[Start of Attachment]

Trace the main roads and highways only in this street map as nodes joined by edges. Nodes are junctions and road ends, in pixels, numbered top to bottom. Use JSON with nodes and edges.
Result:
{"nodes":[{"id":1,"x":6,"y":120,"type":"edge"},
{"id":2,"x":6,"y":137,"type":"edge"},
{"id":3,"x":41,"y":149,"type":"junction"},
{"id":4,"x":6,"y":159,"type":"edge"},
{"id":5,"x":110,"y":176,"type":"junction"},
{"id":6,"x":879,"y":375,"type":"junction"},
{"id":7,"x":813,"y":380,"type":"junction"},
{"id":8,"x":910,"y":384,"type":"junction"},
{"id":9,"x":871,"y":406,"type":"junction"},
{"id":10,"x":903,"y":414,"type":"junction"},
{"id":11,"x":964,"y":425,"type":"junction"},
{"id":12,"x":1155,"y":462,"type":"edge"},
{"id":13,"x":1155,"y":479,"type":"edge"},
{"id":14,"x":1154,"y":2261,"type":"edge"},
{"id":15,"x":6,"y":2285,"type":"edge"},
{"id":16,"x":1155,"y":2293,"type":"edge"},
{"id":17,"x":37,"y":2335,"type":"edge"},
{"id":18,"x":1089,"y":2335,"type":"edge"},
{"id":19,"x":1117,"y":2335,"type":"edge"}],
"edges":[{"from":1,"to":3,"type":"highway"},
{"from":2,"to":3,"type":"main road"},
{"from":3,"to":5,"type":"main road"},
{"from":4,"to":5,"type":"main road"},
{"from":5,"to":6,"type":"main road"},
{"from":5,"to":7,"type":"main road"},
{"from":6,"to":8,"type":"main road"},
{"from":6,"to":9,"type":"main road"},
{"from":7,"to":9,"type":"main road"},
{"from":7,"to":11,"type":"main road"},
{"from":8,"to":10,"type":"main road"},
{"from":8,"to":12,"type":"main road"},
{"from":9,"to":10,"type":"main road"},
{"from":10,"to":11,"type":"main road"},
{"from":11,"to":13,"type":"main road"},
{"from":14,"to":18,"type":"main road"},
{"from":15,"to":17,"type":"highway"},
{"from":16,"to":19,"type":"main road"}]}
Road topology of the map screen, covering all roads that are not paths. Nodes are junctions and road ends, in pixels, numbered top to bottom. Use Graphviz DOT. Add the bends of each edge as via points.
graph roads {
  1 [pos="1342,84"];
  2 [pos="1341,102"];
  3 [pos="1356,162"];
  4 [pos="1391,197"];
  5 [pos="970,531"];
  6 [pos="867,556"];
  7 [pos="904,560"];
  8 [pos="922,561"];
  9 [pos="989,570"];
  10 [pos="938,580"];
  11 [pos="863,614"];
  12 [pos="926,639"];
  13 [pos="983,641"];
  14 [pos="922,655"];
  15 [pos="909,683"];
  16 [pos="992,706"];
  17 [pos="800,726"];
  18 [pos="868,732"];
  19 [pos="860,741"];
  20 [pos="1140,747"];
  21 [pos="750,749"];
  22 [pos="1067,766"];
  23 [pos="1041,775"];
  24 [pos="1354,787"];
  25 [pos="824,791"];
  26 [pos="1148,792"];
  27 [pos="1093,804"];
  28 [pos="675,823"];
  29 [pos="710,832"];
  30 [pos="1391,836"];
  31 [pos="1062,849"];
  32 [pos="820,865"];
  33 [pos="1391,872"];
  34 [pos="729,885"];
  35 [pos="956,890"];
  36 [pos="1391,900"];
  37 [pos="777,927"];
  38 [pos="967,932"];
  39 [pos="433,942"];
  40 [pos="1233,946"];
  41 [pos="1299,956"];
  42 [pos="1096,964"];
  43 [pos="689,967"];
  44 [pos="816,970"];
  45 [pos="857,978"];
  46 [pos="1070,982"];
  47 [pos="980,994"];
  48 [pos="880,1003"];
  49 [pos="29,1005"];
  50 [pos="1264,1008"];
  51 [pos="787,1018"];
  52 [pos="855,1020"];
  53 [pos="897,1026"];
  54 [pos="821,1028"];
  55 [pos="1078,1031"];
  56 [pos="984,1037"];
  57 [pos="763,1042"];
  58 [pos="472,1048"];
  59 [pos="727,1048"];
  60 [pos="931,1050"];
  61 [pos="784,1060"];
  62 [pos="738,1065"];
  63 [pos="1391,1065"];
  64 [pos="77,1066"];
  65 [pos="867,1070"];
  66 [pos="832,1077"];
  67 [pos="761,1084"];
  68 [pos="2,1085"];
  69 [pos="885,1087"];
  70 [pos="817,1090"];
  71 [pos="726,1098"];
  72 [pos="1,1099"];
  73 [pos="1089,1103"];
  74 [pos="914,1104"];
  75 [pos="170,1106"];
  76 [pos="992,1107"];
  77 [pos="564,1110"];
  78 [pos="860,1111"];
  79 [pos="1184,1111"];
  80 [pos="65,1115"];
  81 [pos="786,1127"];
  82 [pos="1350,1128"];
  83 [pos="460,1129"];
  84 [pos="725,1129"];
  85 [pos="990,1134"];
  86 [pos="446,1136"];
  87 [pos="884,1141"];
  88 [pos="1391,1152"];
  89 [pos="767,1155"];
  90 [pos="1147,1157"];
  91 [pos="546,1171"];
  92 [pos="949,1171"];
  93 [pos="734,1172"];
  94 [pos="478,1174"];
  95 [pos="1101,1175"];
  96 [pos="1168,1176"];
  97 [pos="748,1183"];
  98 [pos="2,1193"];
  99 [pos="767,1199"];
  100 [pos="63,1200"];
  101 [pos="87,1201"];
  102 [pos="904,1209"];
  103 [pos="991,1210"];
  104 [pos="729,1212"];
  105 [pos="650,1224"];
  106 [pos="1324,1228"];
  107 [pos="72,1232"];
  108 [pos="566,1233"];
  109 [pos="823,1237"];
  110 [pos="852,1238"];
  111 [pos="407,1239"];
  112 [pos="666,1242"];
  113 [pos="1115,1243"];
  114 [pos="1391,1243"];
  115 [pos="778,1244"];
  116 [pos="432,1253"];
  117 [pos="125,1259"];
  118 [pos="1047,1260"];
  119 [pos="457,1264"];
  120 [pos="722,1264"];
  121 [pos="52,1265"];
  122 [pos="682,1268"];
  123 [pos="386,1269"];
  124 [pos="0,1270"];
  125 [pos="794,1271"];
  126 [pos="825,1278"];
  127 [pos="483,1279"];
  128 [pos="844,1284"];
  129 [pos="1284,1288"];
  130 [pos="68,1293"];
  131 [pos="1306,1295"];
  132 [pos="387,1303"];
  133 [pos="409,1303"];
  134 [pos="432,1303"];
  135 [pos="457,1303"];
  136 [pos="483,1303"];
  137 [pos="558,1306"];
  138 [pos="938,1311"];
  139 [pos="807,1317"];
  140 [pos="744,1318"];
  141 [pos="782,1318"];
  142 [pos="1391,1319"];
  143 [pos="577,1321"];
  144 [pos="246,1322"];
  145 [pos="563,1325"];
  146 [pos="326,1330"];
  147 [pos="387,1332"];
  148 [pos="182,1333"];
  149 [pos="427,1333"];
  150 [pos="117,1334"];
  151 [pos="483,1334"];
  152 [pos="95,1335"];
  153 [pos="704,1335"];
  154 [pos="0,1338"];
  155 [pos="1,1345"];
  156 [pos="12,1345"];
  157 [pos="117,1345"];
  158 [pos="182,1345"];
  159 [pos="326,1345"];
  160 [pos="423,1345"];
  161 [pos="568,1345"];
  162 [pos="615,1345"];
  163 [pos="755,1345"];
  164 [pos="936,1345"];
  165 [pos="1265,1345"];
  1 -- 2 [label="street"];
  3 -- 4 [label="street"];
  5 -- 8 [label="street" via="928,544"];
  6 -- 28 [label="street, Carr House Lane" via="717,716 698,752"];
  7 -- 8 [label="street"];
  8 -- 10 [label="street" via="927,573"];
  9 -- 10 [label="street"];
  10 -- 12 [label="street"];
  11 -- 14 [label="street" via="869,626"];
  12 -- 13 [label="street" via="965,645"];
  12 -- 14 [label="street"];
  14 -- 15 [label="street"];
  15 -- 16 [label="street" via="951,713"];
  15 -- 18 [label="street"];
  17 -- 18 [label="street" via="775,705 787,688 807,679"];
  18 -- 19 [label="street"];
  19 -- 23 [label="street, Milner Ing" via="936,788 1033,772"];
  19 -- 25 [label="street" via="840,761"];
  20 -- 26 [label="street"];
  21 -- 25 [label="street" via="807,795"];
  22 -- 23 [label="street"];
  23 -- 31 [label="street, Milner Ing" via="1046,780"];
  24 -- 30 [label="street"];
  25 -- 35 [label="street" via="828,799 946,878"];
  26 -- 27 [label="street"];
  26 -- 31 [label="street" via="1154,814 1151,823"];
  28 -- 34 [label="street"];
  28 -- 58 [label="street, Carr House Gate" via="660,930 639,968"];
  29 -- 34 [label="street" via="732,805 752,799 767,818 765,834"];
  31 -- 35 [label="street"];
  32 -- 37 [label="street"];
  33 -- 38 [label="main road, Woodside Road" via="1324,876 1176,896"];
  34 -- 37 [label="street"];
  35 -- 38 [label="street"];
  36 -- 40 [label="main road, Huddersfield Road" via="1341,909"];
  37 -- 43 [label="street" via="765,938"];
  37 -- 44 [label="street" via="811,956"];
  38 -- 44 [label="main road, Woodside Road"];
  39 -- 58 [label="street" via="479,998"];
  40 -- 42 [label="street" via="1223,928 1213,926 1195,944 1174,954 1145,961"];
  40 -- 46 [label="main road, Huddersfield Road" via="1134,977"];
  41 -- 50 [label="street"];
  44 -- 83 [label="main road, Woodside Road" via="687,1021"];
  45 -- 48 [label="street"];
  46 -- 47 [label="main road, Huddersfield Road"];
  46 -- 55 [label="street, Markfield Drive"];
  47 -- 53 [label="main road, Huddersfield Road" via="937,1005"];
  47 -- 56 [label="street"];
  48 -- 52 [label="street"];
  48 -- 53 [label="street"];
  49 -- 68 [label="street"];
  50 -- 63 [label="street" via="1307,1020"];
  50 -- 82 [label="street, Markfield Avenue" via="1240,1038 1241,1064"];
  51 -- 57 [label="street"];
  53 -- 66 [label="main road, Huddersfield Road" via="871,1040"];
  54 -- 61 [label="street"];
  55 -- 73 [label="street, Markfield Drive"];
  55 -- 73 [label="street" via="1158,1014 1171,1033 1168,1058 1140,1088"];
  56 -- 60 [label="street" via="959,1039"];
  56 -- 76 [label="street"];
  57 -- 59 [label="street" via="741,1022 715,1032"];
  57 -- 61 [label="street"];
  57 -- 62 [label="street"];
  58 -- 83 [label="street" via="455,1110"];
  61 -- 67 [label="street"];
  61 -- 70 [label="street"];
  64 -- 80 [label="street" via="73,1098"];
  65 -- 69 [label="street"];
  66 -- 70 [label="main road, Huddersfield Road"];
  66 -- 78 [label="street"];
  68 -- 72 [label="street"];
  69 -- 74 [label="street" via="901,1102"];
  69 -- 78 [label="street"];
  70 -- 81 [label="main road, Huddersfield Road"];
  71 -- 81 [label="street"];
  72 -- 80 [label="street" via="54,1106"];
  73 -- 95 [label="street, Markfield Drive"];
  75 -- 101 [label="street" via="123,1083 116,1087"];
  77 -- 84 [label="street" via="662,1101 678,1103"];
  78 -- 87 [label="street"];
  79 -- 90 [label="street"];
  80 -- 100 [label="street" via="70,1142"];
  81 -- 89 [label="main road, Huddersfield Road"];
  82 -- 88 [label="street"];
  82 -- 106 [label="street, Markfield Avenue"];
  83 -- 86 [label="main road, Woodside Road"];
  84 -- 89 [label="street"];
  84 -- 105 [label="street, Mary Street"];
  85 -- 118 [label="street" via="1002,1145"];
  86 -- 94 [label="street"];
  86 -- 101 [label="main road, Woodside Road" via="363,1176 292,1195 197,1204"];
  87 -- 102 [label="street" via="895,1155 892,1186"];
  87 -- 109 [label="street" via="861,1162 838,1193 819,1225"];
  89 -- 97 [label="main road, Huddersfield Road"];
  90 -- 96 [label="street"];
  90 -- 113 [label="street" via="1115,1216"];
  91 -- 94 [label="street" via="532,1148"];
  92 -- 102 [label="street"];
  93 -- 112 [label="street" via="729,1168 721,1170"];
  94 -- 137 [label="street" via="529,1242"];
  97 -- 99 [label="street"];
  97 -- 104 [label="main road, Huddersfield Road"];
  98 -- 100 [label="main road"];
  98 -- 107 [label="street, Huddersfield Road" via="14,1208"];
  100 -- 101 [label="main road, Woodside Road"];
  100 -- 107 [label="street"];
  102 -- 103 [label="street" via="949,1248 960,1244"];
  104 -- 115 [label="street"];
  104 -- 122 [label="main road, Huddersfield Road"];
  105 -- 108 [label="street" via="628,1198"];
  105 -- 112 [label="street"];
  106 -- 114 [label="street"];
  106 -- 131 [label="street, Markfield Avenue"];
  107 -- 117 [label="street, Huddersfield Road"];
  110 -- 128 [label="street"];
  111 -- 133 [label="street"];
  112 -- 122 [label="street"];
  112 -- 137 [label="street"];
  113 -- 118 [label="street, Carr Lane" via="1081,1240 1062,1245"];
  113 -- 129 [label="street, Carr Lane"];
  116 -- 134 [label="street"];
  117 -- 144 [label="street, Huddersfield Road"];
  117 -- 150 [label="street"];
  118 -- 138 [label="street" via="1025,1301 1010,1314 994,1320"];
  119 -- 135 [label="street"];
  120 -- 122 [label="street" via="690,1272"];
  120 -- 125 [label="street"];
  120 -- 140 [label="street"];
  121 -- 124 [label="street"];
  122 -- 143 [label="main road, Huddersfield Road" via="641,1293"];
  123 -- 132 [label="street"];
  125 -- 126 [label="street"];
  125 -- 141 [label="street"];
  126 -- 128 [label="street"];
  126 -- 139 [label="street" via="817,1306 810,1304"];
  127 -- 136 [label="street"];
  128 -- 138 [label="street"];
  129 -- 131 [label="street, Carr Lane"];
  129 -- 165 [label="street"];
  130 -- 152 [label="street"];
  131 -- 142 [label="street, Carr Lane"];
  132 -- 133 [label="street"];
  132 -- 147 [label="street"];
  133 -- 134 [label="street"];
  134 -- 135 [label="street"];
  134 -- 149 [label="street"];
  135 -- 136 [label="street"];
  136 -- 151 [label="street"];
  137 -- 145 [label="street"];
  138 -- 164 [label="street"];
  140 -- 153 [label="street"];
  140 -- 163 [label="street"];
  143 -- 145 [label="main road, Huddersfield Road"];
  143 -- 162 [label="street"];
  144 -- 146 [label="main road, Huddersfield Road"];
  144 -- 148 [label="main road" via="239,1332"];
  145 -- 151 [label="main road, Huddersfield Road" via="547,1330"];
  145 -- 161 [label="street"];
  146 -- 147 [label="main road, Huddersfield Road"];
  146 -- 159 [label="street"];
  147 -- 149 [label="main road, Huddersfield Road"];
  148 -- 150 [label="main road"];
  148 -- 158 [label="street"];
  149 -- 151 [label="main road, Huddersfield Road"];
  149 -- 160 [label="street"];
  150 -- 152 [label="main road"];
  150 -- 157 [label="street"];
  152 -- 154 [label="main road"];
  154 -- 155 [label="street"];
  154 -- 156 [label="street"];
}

[End of Attachment]

• **What you are asked to do**
Reproduce every line from the listing above that holds the word "ends".

• **Exercise output**
Trace the main roads and highways only in this street map as nodes joined by edges. Nodes are junctions and road ends, in pixels, numbered top to bottom. Use JSON with nodes and edges.
Road topology of the map screen, covering all roads that are not paths. Nodes are junctions and road ends, in pixels, numbered top to bottom. Use Graphviz DOT. Add the bends of each edge as via points.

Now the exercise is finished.